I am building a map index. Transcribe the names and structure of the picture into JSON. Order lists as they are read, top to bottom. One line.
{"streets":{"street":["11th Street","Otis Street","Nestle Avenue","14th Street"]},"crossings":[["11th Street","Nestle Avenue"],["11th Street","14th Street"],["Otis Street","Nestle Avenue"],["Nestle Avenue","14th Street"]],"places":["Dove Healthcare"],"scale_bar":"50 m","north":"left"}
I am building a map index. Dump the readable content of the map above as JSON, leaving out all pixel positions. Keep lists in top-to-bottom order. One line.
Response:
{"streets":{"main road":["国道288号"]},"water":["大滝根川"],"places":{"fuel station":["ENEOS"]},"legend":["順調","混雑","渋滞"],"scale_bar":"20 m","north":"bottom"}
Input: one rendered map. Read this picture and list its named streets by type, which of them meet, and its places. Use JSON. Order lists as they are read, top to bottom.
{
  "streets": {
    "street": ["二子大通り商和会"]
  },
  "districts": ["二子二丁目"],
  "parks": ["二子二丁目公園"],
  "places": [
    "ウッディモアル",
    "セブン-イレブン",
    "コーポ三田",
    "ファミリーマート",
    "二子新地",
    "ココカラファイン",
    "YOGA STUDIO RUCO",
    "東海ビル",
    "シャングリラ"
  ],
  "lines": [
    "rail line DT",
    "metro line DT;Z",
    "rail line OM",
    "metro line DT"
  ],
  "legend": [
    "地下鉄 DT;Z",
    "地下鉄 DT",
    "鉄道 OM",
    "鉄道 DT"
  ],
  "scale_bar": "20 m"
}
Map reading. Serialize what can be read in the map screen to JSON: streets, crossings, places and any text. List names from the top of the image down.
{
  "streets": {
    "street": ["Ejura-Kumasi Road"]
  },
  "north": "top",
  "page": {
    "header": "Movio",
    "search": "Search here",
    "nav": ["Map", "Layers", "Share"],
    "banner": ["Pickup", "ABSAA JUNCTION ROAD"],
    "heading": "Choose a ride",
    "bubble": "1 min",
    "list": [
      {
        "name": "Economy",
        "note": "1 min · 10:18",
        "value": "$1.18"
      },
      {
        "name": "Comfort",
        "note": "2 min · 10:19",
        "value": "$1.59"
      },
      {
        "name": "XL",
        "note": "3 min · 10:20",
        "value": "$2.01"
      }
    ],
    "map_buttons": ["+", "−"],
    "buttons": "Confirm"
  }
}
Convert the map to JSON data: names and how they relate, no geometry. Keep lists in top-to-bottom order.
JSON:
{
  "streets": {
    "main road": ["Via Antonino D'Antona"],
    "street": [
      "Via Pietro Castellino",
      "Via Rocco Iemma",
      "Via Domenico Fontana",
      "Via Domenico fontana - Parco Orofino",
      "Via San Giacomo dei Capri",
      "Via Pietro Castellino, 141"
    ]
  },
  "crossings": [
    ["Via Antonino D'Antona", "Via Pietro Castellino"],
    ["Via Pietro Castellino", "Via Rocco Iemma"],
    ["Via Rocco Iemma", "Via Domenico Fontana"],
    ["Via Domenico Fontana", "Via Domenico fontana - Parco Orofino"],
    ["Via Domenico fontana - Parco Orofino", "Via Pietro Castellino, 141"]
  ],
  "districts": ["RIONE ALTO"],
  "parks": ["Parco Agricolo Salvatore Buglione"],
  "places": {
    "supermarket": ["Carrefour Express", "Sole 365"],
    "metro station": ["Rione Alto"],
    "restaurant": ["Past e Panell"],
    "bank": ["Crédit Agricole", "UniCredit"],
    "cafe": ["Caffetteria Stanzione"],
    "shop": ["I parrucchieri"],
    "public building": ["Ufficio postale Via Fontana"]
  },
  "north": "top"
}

[REQUIREMENT] Check each line of the entries above for the string "Keep", and return those that contain it.

[WRITTEN ANSWER]
I am building a map index. Dump the readable content of the map above as JSON, leaving out all pixel positions. Keep lists in top-to-bottom order. One line.
Convert the map to JSON data: names and how they relate, no geometry. Keep lists in top-to-bottom order.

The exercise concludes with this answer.